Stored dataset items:
####################

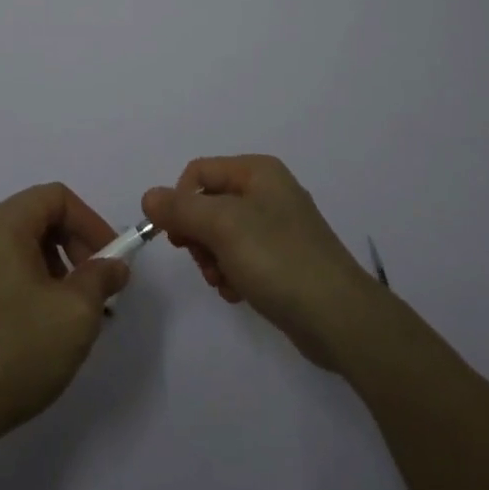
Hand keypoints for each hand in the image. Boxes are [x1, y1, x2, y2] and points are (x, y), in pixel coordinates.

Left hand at [0, 183, 131, 453]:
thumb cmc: (17, 350)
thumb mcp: (76, 313)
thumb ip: (102, 278)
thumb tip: (115, 265)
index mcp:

####################

Task objective: Within the lines above, find those holding the word "hand" and copy them.

Solved problem:
Hand keypoints for each hand in the image. Boxes are [x1, y1, x2, y2] and points are (x, y), in pixel coordinates.
Left hand at [0, 183, 131, 453]:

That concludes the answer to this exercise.